Stored items
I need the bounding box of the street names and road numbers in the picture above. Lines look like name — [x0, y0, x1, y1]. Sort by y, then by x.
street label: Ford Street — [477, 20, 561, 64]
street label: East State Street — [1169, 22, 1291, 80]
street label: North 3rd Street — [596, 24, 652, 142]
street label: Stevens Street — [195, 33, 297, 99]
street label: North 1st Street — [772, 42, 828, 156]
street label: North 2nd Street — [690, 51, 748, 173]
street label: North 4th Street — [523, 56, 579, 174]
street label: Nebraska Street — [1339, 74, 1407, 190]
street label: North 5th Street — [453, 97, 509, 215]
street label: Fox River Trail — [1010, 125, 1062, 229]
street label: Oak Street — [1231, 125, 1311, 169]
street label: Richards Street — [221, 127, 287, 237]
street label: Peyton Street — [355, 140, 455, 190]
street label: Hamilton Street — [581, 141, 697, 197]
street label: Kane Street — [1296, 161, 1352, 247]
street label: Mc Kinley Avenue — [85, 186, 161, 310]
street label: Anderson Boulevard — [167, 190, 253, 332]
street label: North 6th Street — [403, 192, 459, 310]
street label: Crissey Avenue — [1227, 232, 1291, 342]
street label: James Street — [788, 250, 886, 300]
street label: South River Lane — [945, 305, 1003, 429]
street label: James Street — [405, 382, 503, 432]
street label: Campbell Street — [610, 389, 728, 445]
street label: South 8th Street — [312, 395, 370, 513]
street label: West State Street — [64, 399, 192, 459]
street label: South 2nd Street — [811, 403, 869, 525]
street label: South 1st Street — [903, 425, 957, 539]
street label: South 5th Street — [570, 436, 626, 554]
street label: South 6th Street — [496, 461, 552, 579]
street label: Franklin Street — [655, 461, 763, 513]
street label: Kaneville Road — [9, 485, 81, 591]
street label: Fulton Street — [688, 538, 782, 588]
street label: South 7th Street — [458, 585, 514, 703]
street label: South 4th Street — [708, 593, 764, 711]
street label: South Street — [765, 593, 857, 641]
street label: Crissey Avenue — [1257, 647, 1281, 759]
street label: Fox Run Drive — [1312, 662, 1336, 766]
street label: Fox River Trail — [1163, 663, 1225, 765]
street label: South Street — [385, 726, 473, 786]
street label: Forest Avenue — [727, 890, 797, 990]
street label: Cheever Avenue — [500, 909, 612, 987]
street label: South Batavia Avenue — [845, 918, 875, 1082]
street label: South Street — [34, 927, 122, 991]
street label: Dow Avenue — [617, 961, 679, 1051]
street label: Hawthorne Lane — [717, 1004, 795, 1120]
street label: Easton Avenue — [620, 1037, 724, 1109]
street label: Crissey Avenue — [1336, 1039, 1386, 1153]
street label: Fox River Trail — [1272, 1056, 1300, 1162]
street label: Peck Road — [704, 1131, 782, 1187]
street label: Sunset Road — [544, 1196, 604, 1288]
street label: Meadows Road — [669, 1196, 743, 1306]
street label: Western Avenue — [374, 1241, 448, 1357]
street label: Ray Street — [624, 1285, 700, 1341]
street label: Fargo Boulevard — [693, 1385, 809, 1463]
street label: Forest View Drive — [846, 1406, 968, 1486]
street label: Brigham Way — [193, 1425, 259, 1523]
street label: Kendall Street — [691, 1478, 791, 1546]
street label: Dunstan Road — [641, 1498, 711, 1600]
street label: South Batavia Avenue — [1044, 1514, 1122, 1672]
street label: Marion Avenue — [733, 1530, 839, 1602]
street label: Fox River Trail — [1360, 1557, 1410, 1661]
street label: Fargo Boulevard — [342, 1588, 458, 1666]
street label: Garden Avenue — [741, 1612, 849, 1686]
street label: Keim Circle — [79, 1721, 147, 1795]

• **TASK OBJECTIVE**:
Select and copy every line from the records that includes the word "James".

• **REPLY TO THE EXERCISE**:
street label: James Street — [788, 250, 886, 300]
street label: James Street — [405, 382, 503, 432]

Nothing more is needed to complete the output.